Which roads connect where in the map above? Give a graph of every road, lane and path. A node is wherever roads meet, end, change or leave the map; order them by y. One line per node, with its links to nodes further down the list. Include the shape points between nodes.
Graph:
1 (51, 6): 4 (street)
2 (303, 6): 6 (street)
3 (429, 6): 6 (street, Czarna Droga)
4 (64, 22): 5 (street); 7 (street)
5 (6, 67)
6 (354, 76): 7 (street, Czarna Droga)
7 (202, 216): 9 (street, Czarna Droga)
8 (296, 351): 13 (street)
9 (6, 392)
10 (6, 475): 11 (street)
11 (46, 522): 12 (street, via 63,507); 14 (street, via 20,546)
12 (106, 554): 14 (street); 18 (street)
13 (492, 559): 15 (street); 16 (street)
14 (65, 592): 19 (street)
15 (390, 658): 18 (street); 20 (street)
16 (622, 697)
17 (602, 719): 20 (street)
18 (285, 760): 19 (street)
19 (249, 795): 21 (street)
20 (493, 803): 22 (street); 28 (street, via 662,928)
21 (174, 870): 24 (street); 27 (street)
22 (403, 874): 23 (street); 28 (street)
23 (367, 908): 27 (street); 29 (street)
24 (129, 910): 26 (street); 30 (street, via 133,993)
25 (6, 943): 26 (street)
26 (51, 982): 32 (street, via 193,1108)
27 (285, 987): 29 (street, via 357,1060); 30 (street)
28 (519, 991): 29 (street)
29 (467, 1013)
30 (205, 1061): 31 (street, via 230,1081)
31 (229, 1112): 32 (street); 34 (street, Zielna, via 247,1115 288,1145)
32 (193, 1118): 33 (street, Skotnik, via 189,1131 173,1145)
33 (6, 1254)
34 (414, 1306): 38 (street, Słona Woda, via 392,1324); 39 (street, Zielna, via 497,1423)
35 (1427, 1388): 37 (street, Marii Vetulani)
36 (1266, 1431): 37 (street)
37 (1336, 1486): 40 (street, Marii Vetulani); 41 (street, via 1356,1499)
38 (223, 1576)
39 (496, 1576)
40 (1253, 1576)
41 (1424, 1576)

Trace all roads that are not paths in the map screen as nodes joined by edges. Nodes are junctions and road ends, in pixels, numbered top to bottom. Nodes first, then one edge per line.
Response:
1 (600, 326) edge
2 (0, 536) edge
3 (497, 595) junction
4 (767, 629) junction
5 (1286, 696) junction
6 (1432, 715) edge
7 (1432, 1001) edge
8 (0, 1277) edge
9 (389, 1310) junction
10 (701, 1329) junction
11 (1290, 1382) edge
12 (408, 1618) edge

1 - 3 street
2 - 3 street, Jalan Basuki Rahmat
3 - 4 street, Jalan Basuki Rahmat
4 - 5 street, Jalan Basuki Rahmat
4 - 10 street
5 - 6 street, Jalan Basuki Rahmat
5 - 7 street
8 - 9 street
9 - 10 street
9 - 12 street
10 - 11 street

+===+

» **What the exercise asks**
Gather up every line from the listing above in which the word "roads" occurs.

» **Exercise output**
Which roads connect where in the map above? Give a graph of every road, lane and path. A node is wherever roads meet, end, change or leave the map; order them by y. One line per node, with its links to nodes further down the list. Include the shape points between nodes.
Trace all roads that are not paths in the map screen as nodes joined by edges. Nodes are junctions and road ends, in pixels, numbered top to bottom. Nodes first, then one edge per line.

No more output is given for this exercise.